Peros – Diario de yo

No puedo aceptar la mentira, nunca me lo llegué a creer, que sostiene la falacia de que escribir libera. El porqué es muy sencillo; escribir es, simplemente, una droga, una sustancia, un escondite del medio que me rodea, una pared forrada de corcho que me sirve para dejar de oír la música ambiente. No es fácil soportar el rumor suave, la música como de ascensor, en que el  mundo a mi alrededor parece sumido. Me estalla la cabeza con la medianía de los sentimientos, la incertidumbre de los apegos, sufro jaquecas provocadas por el ruido blanco que escupe el televisor del vecino, mi ventana o las conversaciones de sesudos expertos de salón. Siento que nos hemos vuelto pequeños, que nos importa un bledo lo que pase alrededor, que hemos hecho nuestro el poético “que el mundo se acabe mañana y dé igual” y le hemos dotado del cien por cien de su significado literal. Y luego está, ya lo he dicho, el tema de la droga. “Por conocer a los que se margina”, por mirar por la ventana, por salir cada día a la calle, por implicarme en mi trabajo de ocho a tres, por odiarme porque no me odio, por pensar, de verdad lo pienso, que las cosas se podrían hacer mejor.

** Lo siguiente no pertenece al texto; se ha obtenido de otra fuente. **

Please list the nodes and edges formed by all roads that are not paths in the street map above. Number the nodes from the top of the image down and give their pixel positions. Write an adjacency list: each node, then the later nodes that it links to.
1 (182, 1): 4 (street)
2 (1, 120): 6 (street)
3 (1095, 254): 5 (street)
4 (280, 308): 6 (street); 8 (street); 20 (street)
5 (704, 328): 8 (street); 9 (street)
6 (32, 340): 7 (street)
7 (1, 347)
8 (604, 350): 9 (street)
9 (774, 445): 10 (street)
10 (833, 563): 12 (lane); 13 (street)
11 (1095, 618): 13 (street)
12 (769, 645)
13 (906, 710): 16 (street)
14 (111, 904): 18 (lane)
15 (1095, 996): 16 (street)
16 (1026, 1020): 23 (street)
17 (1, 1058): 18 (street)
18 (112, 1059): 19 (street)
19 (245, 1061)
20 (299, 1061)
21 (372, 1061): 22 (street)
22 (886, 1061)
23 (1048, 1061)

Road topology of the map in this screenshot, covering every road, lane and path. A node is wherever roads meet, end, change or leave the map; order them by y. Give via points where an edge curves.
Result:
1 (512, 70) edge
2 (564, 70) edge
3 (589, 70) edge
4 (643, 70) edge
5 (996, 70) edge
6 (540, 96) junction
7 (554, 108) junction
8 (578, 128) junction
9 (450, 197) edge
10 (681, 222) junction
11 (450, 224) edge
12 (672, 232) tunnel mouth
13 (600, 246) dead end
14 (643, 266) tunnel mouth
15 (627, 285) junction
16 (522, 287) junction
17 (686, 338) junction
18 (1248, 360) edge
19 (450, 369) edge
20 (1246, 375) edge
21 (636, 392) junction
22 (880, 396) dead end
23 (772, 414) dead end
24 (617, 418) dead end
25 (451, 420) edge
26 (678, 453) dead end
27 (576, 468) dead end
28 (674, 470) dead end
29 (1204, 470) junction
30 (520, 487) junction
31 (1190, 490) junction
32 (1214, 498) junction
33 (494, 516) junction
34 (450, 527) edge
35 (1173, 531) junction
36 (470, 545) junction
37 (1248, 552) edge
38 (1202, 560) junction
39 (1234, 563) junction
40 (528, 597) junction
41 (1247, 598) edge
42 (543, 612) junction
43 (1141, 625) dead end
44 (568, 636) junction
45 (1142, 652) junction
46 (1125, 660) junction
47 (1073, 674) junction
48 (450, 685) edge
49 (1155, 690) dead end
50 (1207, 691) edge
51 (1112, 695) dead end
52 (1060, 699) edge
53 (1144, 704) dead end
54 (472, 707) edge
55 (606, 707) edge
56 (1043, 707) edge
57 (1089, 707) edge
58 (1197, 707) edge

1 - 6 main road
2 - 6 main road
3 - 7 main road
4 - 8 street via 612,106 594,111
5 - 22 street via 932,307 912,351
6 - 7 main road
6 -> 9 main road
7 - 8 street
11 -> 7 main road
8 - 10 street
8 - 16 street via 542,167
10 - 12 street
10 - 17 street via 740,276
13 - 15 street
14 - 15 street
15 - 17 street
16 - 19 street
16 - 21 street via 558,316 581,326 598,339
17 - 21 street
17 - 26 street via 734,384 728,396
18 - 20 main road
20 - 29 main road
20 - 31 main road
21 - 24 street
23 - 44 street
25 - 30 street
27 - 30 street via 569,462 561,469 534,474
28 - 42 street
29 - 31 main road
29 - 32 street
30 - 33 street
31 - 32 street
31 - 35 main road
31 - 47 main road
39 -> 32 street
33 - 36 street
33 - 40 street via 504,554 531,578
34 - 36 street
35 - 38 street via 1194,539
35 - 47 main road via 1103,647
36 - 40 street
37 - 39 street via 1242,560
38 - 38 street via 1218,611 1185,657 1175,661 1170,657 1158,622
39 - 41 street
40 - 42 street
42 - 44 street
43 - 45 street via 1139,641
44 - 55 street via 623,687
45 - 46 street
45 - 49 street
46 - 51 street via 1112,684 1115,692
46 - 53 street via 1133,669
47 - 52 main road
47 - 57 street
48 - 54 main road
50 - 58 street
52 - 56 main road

Peros“Las cosas”, bonita expresión. Se ve que soy un tío con clase. De no ser por el derecho mercantil y el de familia, habría que nombrarme cuñado. El caso es que me echo a la calle y, aunque lo intento, no puedo caminar con los ojos cerrados. Sí puedo, a menudo lo hago, evitar la entrada de los ruidos del exterior tapándome los oídos con bluesmen muertos, rockeros viejos y poetas modernos. Puedo incluso dirigir la mirada y concentrar mi atención en la lectura de “Son of Satan”, “On the road” o aquellos poemas fantásticos de Gamoneda que me hacen sentir que tengo el paladar cubierto de óxido, mientras las hojas de los árboles que contemplo desde mi ventana me acarician la cara. Pero claro, eso solo lo puedo hacer sentado en un banco, o en un asiento del autobús.

Supongo que me convertí en escritor, o creí que podría llegar a serlo, el mismo día que comprendí que era tarde para cambiar nada. El día que descubrí que la humanidad se agarra a un péndulo para evitar ser humana o, tal vez, precisamente todo lo contrario, para llegar a serlo, supe que había algo que sí podía y quería hacer; escribir. No me cuesta nada imaginar a toda la humanidad o, al menos, a la parte de la humanidad que tiene algún tipo de poder y, honestamente, quién no lo tiene, colgando del péndulo de un enorme reloj de cuerpo entero, balanceándose en el interior de la vitrina que deja que se vea el movimiento del colgajo, imaginármelos a todos repitiendo a coro, desafinados, a contratiempo, como una mantra, “ahora estamos bien, ahora todo está mal, ahora, casi todo el tiempo, dejamos que la vida pase entre quehaceres y cañadas, hacemos como que no nos enteramos de nada y jugamos a ser hombres de bien”.

Quién quiere luchar contra la inercia, quién se atreve a cargar, como un peso muerto, con toda la humanidad. A veces creo que yo lo he hecho, solo porque creo que no sé hacer nada a medias. Un poco también porque entiendo que luchar contra algo que no encaja es tanto como pelear con todo lo que encaja en toda la humanidad; una pérdida de tiempo. Ella siempre me dice que la gente no cambia. Supongo que es verdad. Ella lo sabe. Nunca ha cambiado, por eso ella es ella y, porque ella es ella, yo soy yo, sin cambios, sin péndulos, sin cera en los oídos ni bolsillos en los agujeros. Eso es todo lo que soy. Y, como sé que soy poco, no me meto en corregir las deficiencias de un cuaderno, no intento hacerle el paralelo a nadie; escribo.